REQUIRED WORK: List all lines in the material below that contain "Answer".

= = = =

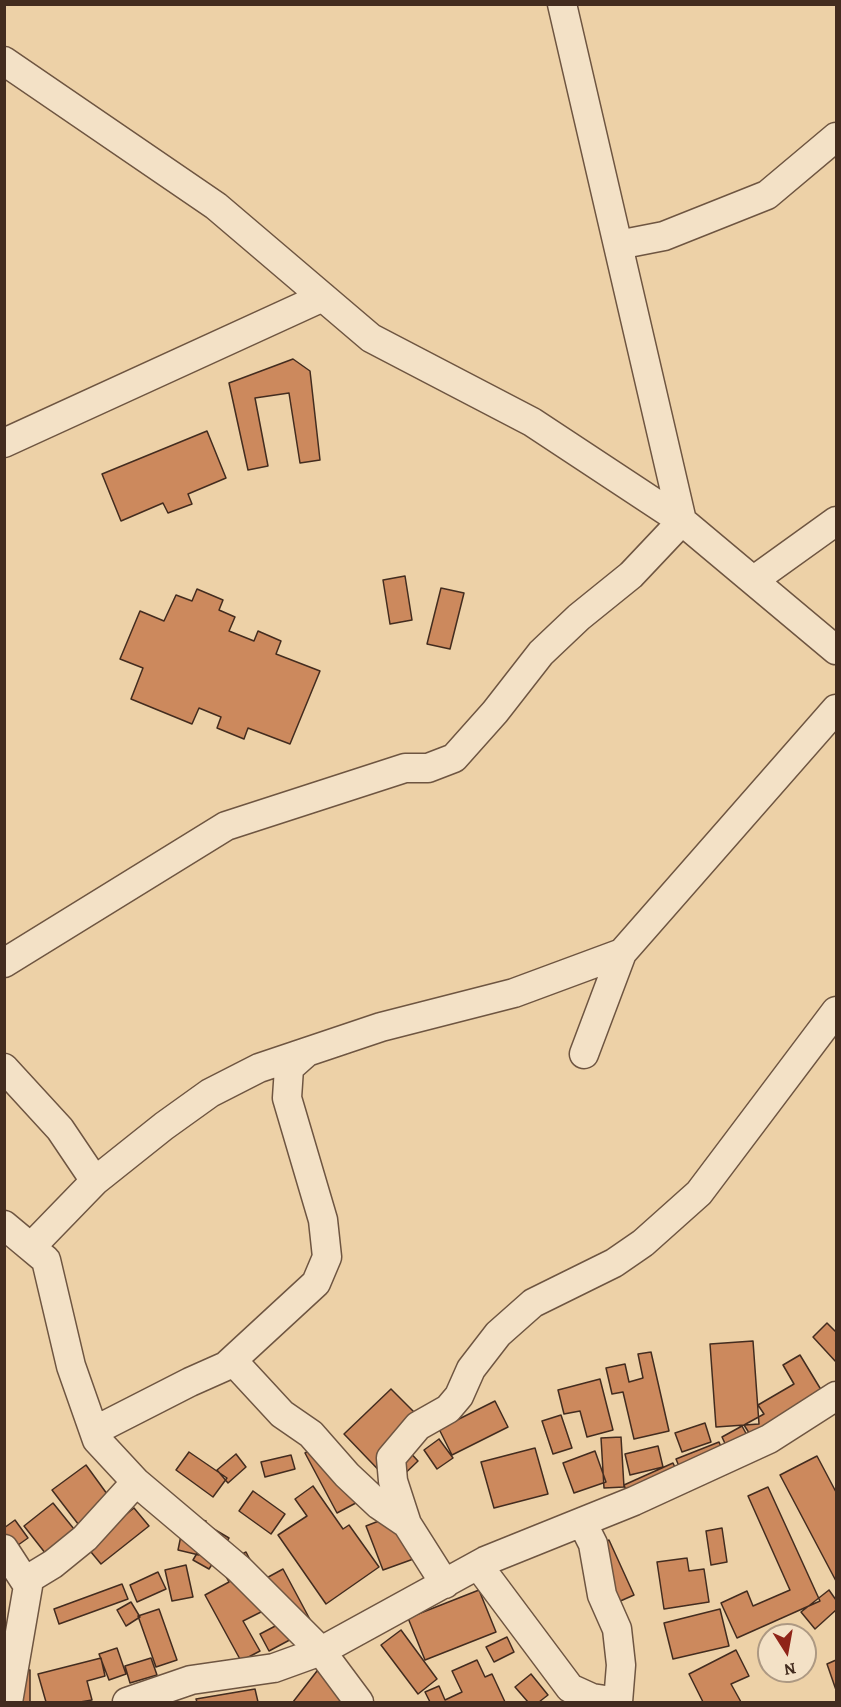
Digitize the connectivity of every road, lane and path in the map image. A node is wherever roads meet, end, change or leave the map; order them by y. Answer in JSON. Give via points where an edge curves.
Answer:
{"nodes":[{"id":1,"x":562,"y":4,"type":"edge"},
{"id":2,"x":4,"y":61,"type":"edge"},
{"id":3,"x":837,"y":138,"type":"edge"},
{"id":4,"x":618,"y":245,"type":"junction"},
{"id":5,"x":323,"y":297,"type":"junction"},
{"id":6,"x":4,"y":443,"type":"edge"},
{"id":7,"x":682,"y":521,"type":"junction"},
{"id":8,"x":837,"y":521,"type":"edge"},
{"id":9,"x":754,"y":580,"type":"junction"},
{"id":10,"x":837,"y":650,"type":"edge"},
{"id":11,"x":837,"y":709,"type":"edge"},
{"id":12,"x":622,"y":953,"type":"junction"},
{"id":13,"x":4,"y":963,"type":"edge"},
{"id":14,"x":837,"y":1011,"type":"edge"},
{"id":15,"x":307,"y":1052,"type":"junction"},
{"id":16,"x":584,"y":1054,"type":"dead end"},
{"id":17,"x":4,"y":1068,"type":"edge"},
{"id":18,"x":95,"y":1181,"type":"junction"},
{"id":19,"x":4,"y":1225,"type":"edge"},
{"id":20,"x":31,"y":1247,"type":"junction"},
{"id":21,"x":233,"y":1361,"type":"junction"},
{"id":22,"x":837,"y":1396,"type":"edge"},
{"id":23,"x":94,"y":1431,"type":"junction"},
{"id":24,"x":136,"y":1482,"type":"junction"},
{"id":25,"x":582,"y":1522,"type":"junction"},
{"id":26,"x":407,"y":1524,"type":"junction"},
{"id":27,"x":4,"y":1549,"type":"edge"},
{"id":28,"x":478,"y":1565,"type":"junction"},
{"id":29,"x":25,"y":1581,"type":"junction"},
{"id":30,"x":445,"y":1584,"type":"junction"},
{"id":31,"x":321,"y":1651,"type":"junction"},
{"id":32,"x":8,"y":1702,"type":"edge"},
{"id":33,"x":127,"y":1702,"type":"edge"},
{"id":34,"x":359,"y":1702,"type":"edge"},
{"id":35,"x":618,"y":1702,"type":"edge"}],
"edges":[{"from":1,"to":4,"type":"street"},
{"from":2,"to":5,"type":"street","via":[[216,206]]},
{"from":3,"to":4,"type":"street","via":[[767,195],[664,237]]},
{"from":4,"to":7,"type":"street"},
{"from":5,"to":6,"type":"street"},
{"from":5,"to":7,"type":"street","via":[[371,338],[532,422]]},
{"from":7,"to":9,"type":"street"},
{"from":7,"to":13,"type":"street","via":[[631,575],[541,653],[454,758],[428,768],[405,768],[226,826]]},
{"from":8,"to":9,"type":"street"},
{"from":9,"to":10,"type":"street"},
{"from":11,"to":12,"type":"street"},
{"from":12,"to":15,"type":"street","via":[[514,993],[381,1027]]},
{"from":12,"to":16,"type":"street"},
{"from":14,"to":26,"type":"street","via":[[699,1193],[644,1243],[614,1263],[533,1303],[498,1334],[471,1369],[459,1396],[448,1409],[418,1426],[400,1446],[391,1458],[393,1481]]},
{"from":15,"to":18,"type":"street","via":[[259,1068],[210,1093]]},
{"from":15,"to":21,"type":"street","via":[[289,1068],[287,1098],[323,1220],[327,1257],[315,1283]]},
{"from":17,"to":18,"type":"street","via":[[60,1129]]},
{"from":18,"to":20,"type":"street"},
{"from":19,"to":20,"type":"street"},
{"from":20,"to":23,"type":"street","via":[[45,1260],[71,1366]]},
{"from":21,"to":23,"type":"street"},
{"from":21,"to":26,"type":"street","via":[[282,1414],[311,1434],[355,1483]]},
{"from":22,"to":25,"type":"street","via":[[769,1439]]},
{"from":23,"to":24,"type":"street","via":[[97,1440]]},
{"from":24,"to":29,"type":"street","via":[[85,1538]]},
{"from":24,"to":31,"type":"street","via":[[239,1569]]},
{"from":25,"to":28,"type":"street"},
{"from":25,"to":35,"type":"street","via":[[593,1545],[602,1595],[617,1629],[621,1665]]},
{"from":26,"to":30,"type":"street"},
{"from":27,"to":29,"type":"street"},
{"from":28,"to":30,"type":"street"},
{"from":28,"to":35,"type":"street","via":[[570,1688],[592,1698]]},
{"from":29,"to":32,"type":"street","via":[[28,1586]]},
{"from":30,"to":31,"type":"street"},
{"from":31,"to":33,"type":"street","via":[[274,1668],[191,1680]]},
{"from":31,"to":34,"type":"street"}]}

= = = =

WRITTEN SOLUTION:
Digitize the connectivity of every road, lane and path in the map image. A node is wherever roads meet, end, change or leave the map; order them by y. Answer in JSON. Give via points where an edge curves.
Answer:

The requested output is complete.